Would you please copy every line from the records that contains the word "pixel"?

==== Extracted entries

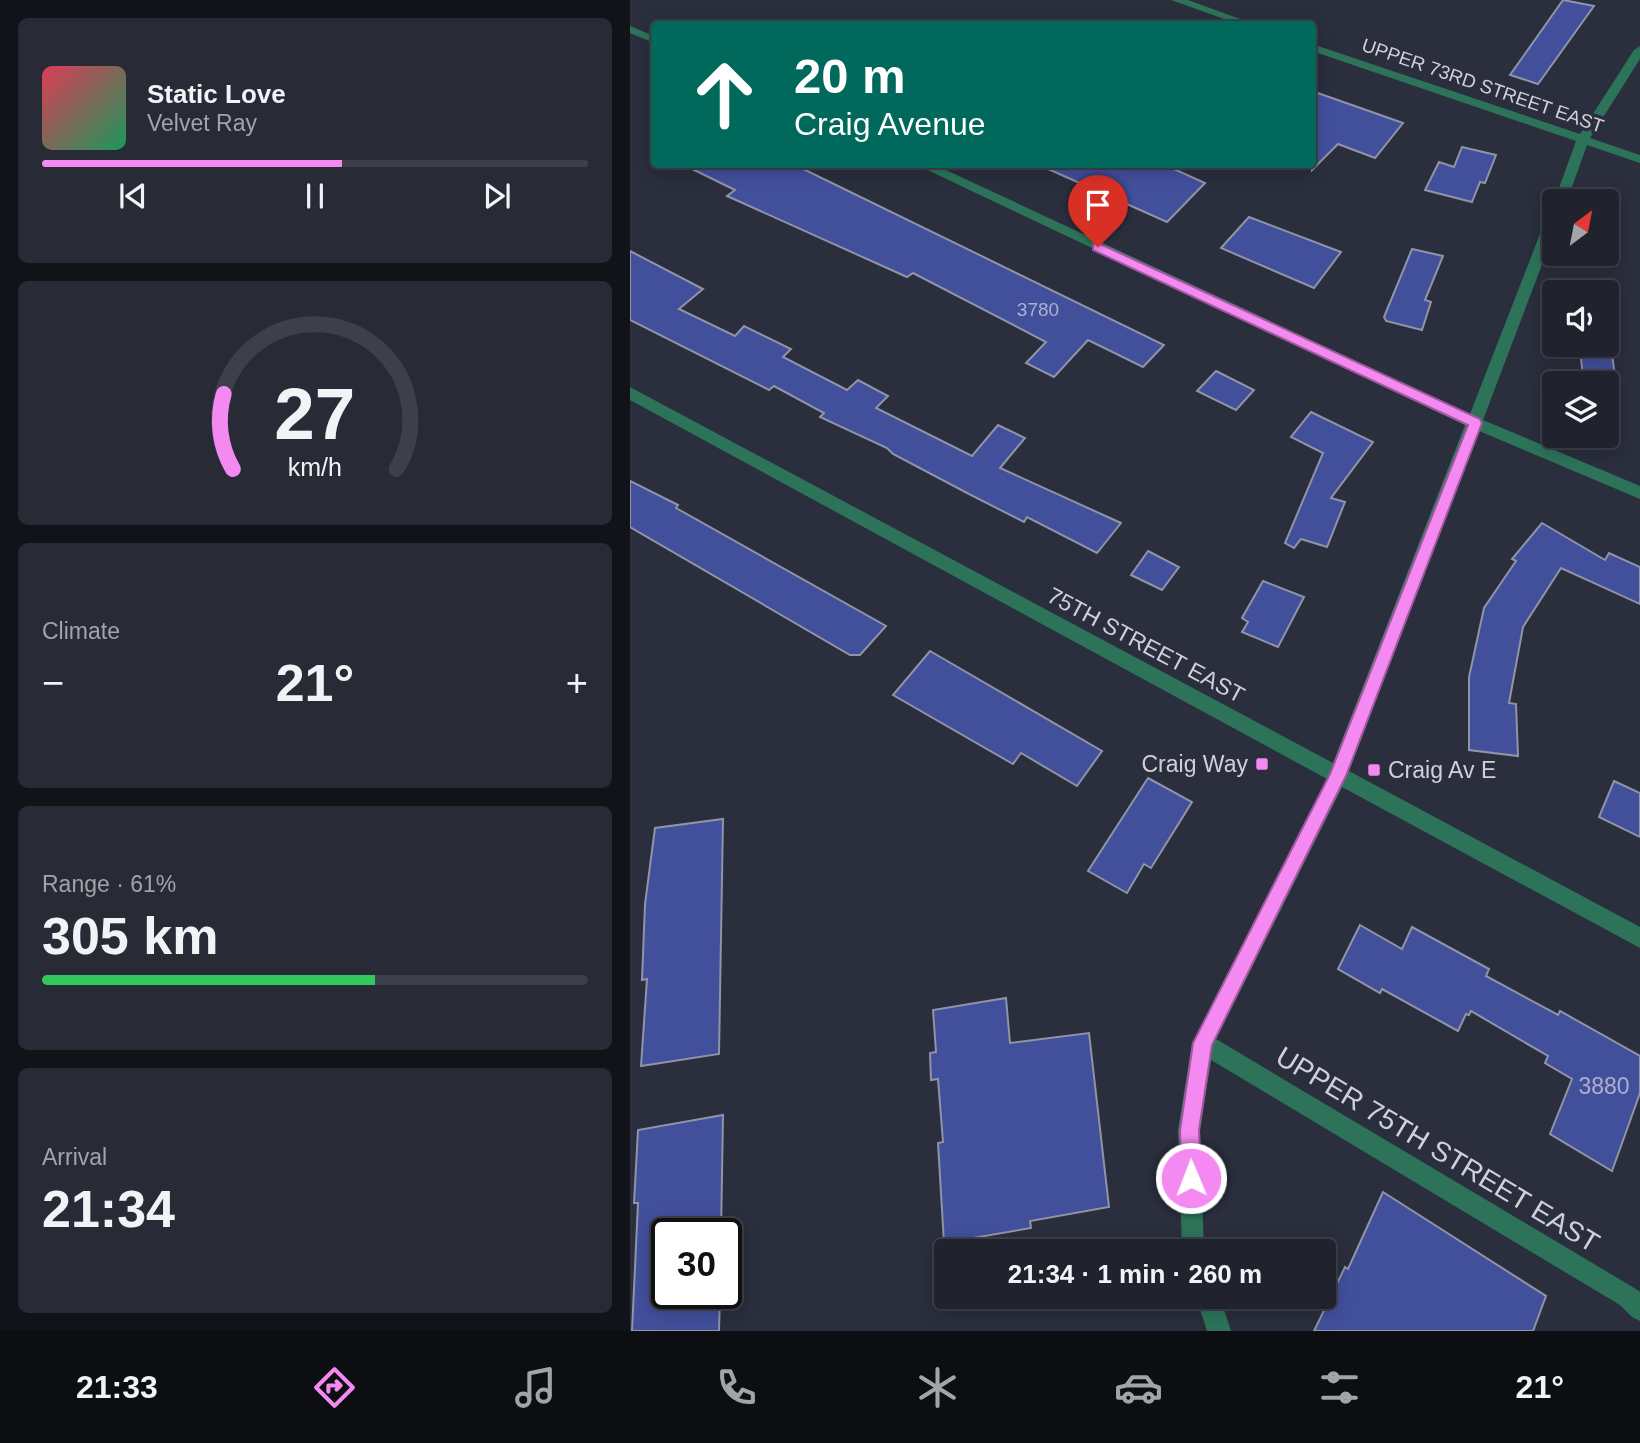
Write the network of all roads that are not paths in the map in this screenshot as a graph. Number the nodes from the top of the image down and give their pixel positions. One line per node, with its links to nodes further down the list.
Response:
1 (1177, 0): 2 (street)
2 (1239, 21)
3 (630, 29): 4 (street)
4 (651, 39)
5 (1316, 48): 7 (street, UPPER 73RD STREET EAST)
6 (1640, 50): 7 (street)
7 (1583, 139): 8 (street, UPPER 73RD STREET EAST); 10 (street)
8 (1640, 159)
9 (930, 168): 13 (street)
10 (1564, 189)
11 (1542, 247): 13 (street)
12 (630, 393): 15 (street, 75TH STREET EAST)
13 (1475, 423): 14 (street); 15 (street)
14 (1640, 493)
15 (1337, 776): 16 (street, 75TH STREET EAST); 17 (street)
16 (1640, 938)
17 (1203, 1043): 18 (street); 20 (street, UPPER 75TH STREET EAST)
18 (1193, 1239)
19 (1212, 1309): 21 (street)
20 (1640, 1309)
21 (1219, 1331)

========
==== Extracted entries

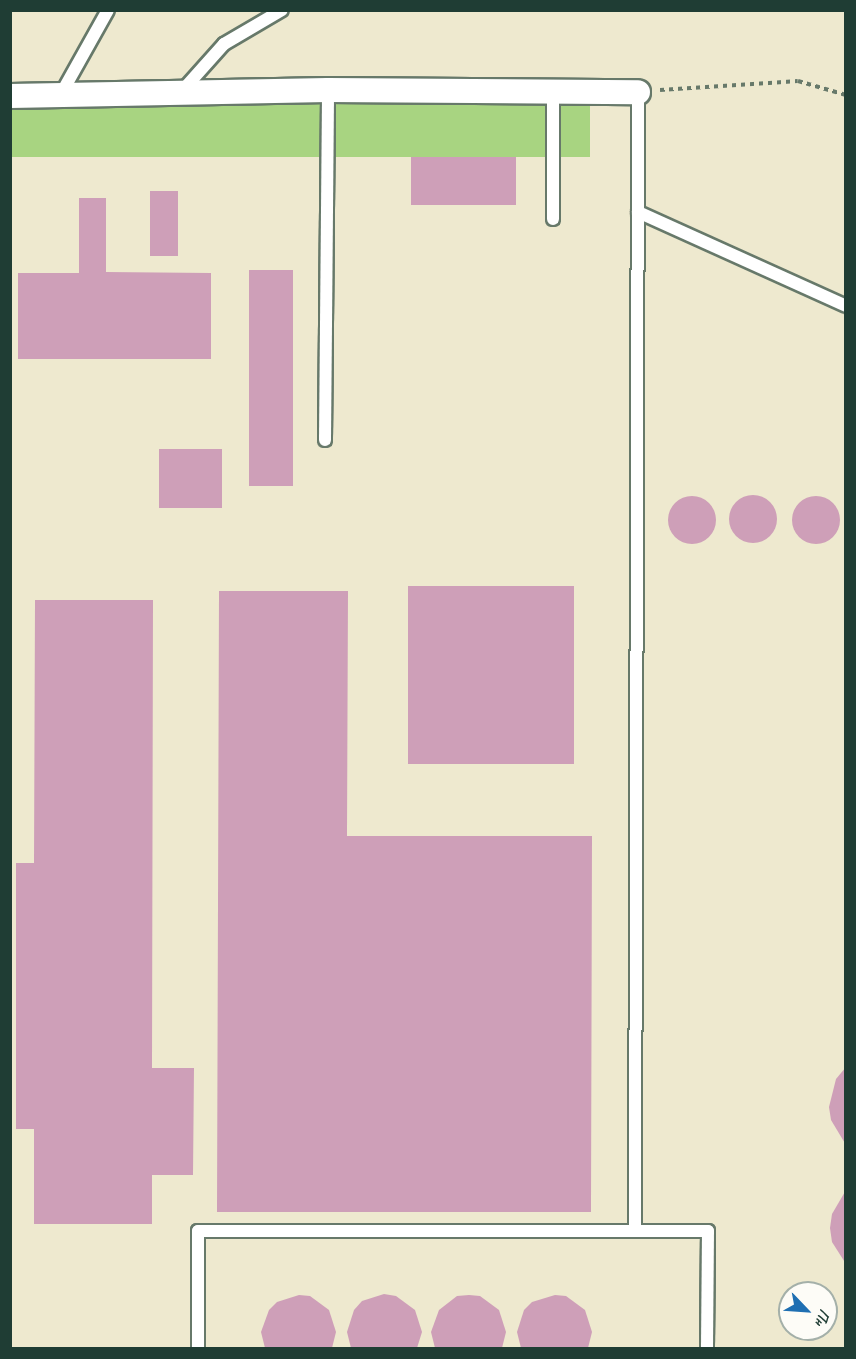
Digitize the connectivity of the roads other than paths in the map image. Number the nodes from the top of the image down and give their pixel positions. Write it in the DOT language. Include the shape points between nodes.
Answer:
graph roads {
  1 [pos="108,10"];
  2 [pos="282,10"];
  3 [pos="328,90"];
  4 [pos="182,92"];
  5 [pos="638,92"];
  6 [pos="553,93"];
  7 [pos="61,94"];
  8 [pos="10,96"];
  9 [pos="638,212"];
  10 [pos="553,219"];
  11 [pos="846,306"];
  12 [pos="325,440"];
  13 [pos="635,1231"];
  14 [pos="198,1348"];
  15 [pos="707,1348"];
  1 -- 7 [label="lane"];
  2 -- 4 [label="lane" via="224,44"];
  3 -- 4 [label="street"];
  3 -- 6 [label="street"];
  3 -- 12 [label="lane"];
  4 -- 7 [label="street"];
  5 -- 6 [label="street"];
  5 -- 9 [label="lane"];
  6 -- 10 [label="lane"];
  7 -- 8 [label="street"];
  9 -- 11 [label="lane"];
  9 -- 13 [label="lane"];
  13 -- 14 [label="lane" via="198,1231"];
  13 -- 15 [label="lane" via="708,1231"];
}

========

# [Result of the exercise]
Write the network of all roads that are not paths in the map in this screenshot as a graph. Number the nodes from the top of the image down and give their pixel positions. One line per node, with its links to nodes further down the list.
Digitize the connectivity of the roads other than paths in the map image. Number the nodes from the top of the image down and give their pixel positions. Write it in the DOT language. Include the shape points between nodes.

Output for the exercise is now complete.